Neurodevelopmental Outcomes after Pediatric Cardiac ECMO Support

Constantinos Chrysostomou 1,*, Timothy Maul 2, Patrick M Callahan 3, Khoa Nguyen 3, Steven Lichtenstein 3, Emma G Coate 4, Victor O Morell 2, Peter Wearden 2
PMCID: PMC3867680  PMID: 24400292

Abstract

Purpose: To characterize the neurodevelopmental outcomes and identify factors associated with poor outcomes in pediatric patients undergoing cardiac extracorporeal membrane oxygenation (ECMO).

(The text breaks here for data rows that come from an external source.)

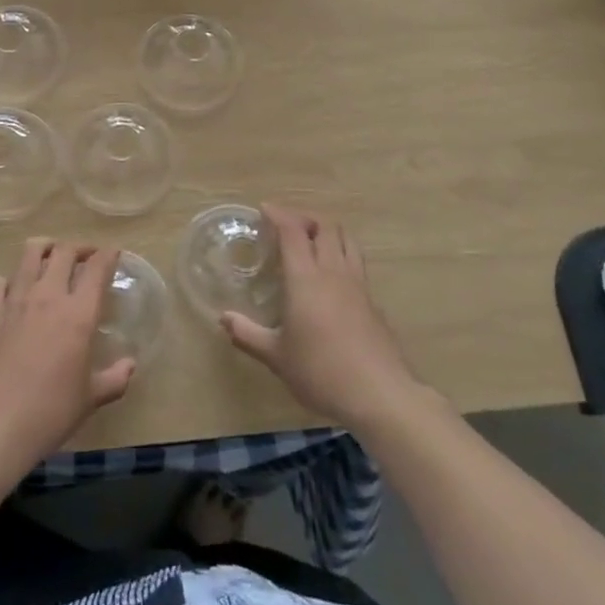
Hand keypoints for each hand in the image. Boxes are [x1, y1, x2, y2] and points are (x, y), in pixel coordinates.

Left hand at [0, 240, 134, 475]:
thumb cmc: (50, 413)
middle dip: (79, 248)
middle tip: (86, 257)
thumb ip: (115, 378)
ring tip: (52, 257)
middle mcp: (47, 296)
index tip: (114, 254)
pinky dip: (13, 278)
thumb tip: (129, 365)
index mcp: (78, 313)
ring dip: (45, 248)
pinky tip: (16, 289)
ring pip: (30, 253)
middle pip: (64, 251)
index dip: (108, 255)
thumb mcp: (91, 399)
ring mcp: (14, 300)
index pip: (96, 268)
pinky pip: (1, 281)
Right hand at [219, 204, 424, 430]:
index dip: (279, 214)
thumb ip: (248, 334)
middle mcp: (333, 272)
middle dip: (305, 217)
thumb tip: (224, 318)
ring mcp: (358, 285)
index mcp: (306, 278)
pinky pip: (356, 264)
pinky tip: (332, 278)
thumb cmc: (320, 371)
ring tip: (312, 241)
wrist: (380, 395)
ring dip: (328, 231)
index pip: (293, 231)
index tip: (264, 209)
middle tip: (287, 225)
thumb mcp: (276, 357)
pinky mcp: (373, 302)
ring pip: (346, 240)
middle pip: (325, 226)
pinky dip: (341, 255)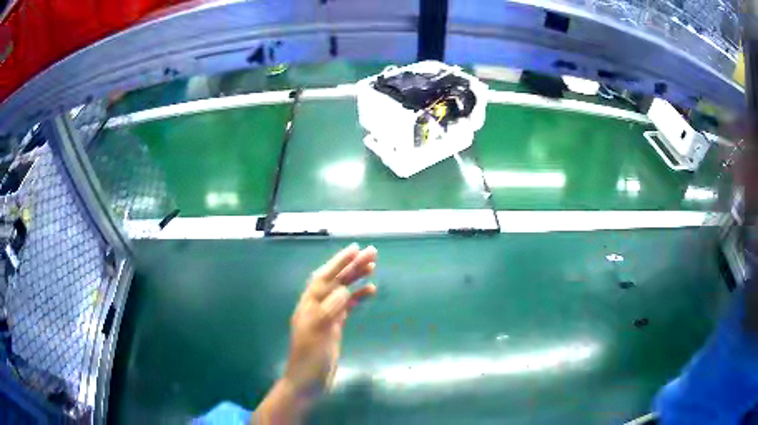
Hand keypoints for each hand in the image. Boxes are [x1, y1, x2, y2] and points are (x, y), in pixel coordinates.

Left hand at [285, 243, 376, 393]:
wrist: (307, 381)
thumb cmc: (310, 359)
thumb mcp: (318, 334)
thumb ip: (329, 310)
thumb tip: (343, 289)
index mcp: (309, 305)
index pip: (325, 277)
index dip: (339, 262)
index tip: (355, 249)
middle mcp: (316, 306)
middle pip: (335, 280)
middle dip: (352, 265)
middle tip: (372, 252)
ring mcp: (326, 316)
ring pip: (342, 291)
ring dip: (356, 278)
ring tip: (372, 266)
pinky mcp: (334, 326)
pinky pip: (347, 306)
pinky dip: (358, 297)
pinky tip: (369, 291)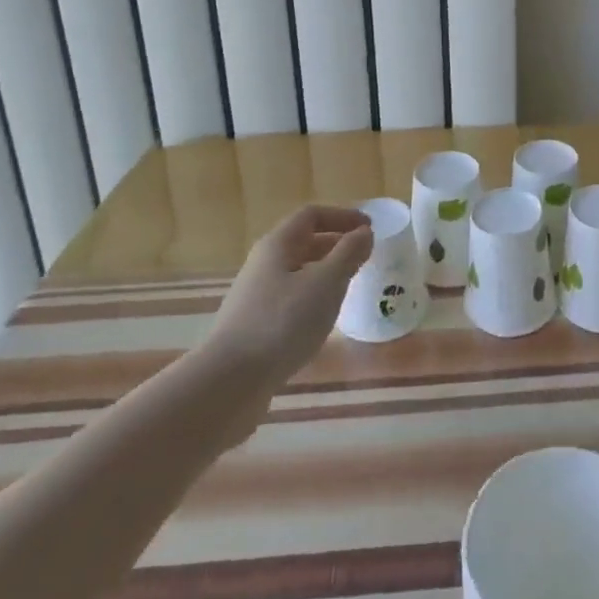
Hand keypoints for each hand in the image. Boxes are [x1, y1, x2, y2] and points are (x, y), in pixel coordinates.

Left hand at [210, 205, 372, 381]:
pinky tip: (322, 320)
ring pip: (296, 273)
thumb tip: (363, 232)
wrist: (229, 383)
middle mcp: (263, 264)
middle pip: (302, 242)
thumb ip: (348, 254)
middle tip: (363, 256)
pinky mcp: (253, 327)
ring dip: (324, 273)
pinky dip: (311, 299)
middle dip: (335, 243)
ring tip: (348, 287)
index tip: (369, 227)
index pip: (311, 215)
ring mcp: (255, 297)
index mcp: (277, 245)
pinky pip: (289, 299)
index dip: (342, 216)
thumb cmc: (282, 323)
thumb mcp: (326, 283)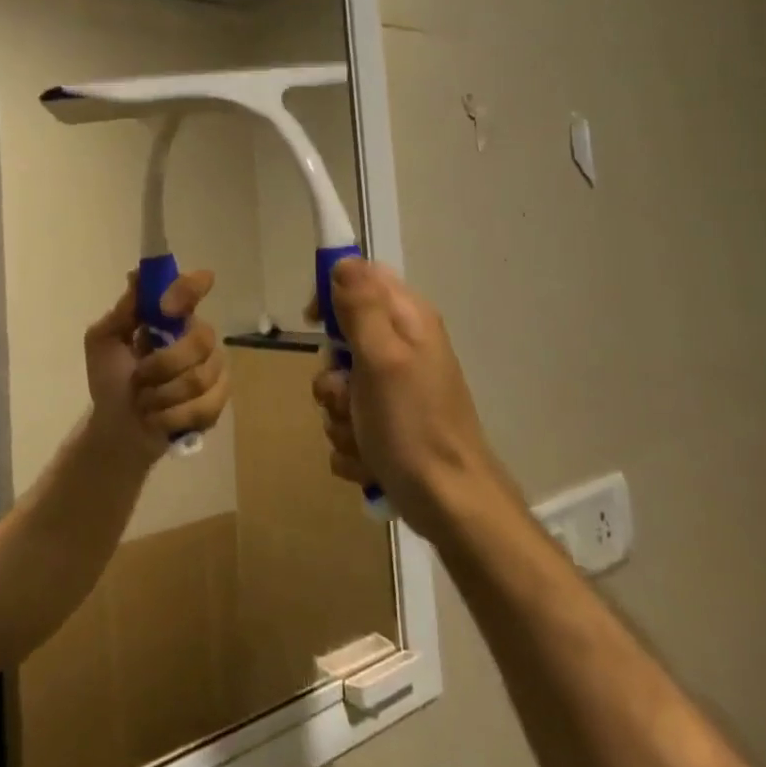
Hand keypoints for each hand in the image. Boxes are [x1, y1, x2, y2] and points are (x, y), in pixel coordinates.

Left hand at [83, 271, 230, 464]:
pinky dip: (173, 416)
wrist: (117, 428)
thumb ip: (122, 311)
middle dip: (164, 364)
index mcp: (170, 316)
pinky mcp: (217, 401)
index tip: (167, 307)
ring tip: (144, 401)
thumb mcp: (103, 342)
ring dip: (163, 395)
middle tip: (139, 377)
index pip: (192, 288)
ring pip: (201, 377)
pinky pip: (205, 406)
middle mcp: (196, 336)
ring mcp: (212, 368)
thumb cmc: (110, 380)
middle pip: (202, 338)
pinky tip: (158, 418)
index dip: (189, 288)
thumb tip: (137, 275)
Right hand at [312, 258, 507, 539]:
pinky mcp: (387, 427)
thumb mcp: (382, 359)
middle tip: (347, 396)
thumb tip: (343, 261)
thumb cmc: (413, 427)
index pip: (361, 279)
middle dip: (332, 376)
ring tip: (362, 436)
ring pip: (338, 388)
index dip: (331, 294)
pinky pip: (347, 423)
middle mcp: (403, 350)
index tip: (314, 324)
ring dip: (338, 416)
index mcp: (408, 322)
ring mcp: (395, 392)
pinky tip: (369, 459)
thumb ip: (361, 308)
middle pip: (341, 340)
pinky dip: (350, 443)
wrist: (450, 506)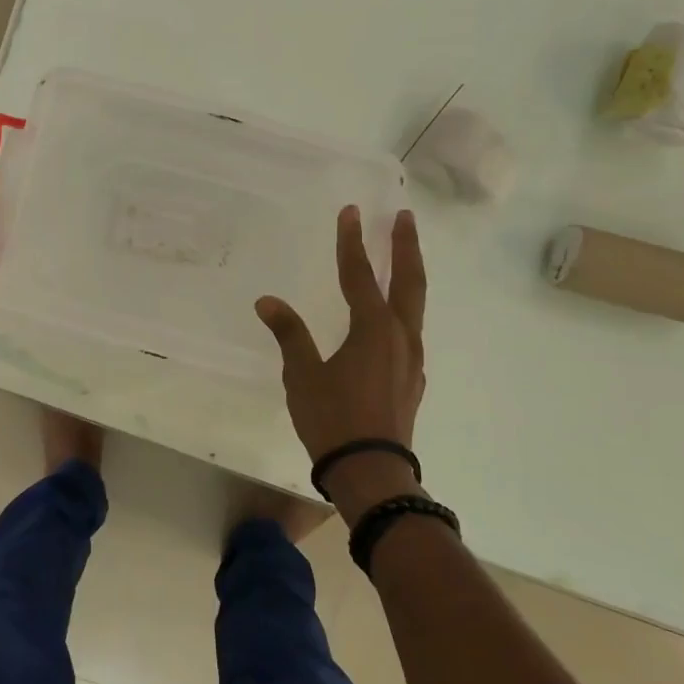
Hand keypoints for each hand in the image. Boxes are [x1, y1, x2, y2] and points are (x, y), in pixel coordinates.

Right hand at [256, 207, 428, 513]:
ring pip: (415, 306)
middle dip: (404, 247)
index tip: (351, 212)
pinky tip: (394, 319)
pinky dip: (405, 309)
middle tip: (404, 217)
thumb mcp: (302, 374)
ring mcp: (412, 359)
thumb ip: (290, 333)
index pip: (360, 275)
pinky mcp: (412, 379)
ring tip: (402, 259)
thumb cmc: (332, 419)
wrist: (371, 472)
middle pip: (408, 281)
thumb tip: (268, 301)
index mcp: (373, 330)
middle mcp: (400, 337)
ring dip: (409, 276)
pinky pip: (412, 331)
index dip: (352, 242)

Methods: Five year retrospective review, including demographics, cardiac lesion, and surgical complexity, reason for ECMO, ECMO complications, and neurodevelopmental status at discharge and latest follow-up. Neurodevelopmental status was determined through the Pediatric Overall Performance Category and Pediatric Cerebral Performance Category Scales.

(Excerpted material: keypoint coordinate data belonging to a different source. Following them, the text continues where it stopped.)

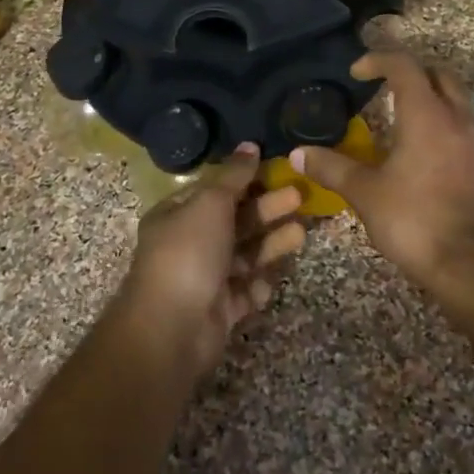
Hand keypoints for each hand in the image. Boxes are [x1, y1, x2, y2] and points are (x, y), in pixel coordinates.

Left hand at [115, 144, 305, 377]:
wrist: (172, 328)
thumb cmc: (188, 253)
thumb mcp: (210, 203)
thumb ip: (233, 176)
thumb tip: (249, 145)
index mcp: (177, 215)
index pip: (215, 190)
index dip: (245, 179)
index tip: (277, 169)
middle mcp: (190, 244)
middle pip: (235, 221)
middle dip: (267, 209)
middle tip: (300, 197)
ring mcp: (205, 279)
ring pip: (245, 255)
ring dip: (271, 243)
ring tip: (301, 232)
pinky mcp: (221, 310)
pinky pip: (245, 291)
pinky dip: (259, 284)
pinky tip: (272, 277)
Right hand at [294, 50, 473, 292]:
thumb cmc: (416, 220)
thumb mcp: (366, 194)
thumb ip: (332, 168)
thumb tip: (296, 154)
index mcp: (426, 115)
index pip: (404, 65)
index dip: (378, 60)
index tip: (356, 72)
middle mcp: (458, 119)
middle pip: (438, 75)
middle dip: (410, 73)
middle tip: (382, 87)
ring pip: (456, 101)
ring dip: (429, 99)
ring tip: (399, 121)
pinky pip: (465, 129)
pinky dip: (443, 126)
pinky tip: (423, 154)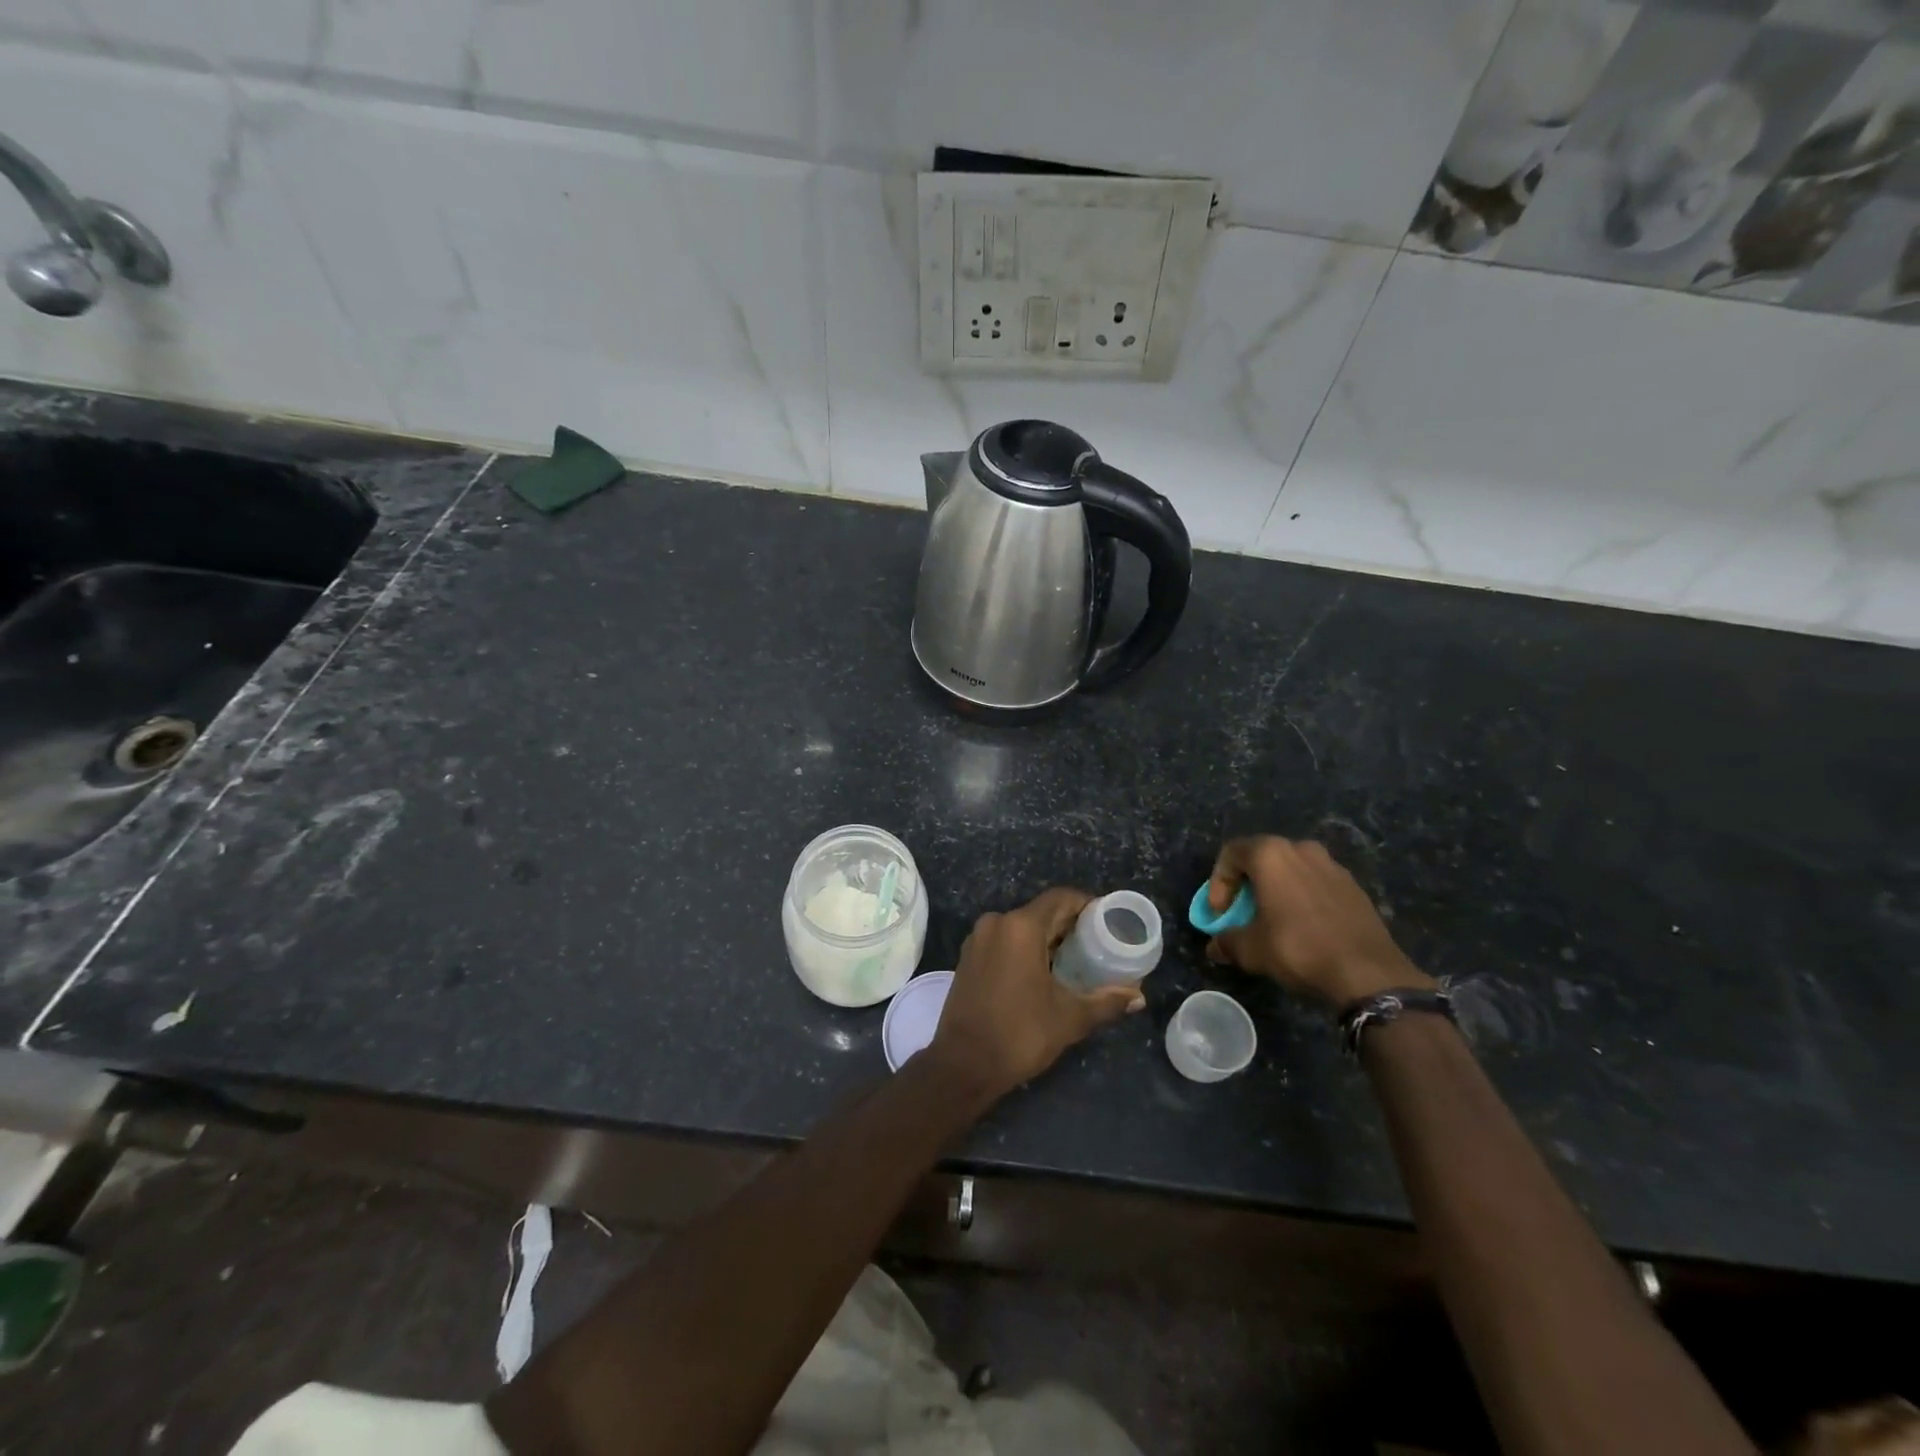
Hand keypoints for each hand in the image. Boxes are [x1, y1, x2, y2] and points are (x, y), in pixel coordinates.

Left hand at [928, 887, 1143, 1102]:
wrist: (963, 1065)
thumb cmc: (1020, 1035)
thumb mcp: (1070, 1018)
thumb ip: (1106, 1001)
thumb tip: (1138, 997)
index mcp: (1021, 927)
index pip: (1061, 899)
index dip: (1087, 905)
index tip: (1108, 921)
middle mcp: (996, 923)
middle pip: (1041, 912)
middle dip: (1070, 925)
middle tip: (1098, 945)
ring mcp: (978, 939)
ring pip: (1021, 926)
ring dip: (1047, 938)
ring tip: (1076, 959)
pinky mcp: (968, 957)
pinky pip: (1004, 940)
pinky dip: (1026, 948)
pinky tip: (1045, 971)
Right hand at [1205, 836, 1432, 1006]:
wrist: (1368, 972)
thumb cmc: (1298, 948)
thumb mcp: (1251, 949)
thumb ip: (1227, 941)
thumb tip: (1215, 947)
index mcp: (1270, 854)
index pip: (1231, 853)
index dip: (1218, 882)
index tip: (1220, 912)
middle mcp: (1301, 849)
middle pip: (1262, 858)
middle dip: (1247, 884)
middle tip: (1243, 912)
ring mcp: (1332, 865)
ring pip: (1292, 869)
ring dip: (1276, 889)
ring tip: (1275, 919)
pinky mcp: (1354, 886)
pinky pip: (1317, 883)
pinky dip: (1303, 897)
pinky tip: (1305, 926)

Results: Overall ECMO survival was 73% at hospital discharge and 66% a t the latest follow-up. Most patients underwent cardiopulmonary resuscitation (CPR) (43%), and the majority (53%) had a significant disease complexity (Aristotle = 4). Complications occurred in 42% of the ECMO runs, of which 12% were intracranial injuries. At hospital discharge, 75% of patients had normal to mild disability, improving to 81% at 2 years follow-up. At hospital discharge, moderate to severe disability was associated with CPR, plasma exchange or intracranial insults. After discharge, 23% showed improvement in neurologic status and 4% showed deterioration. Cerebral infarction was the only parameter associated with deterioration at the later follow-up stage.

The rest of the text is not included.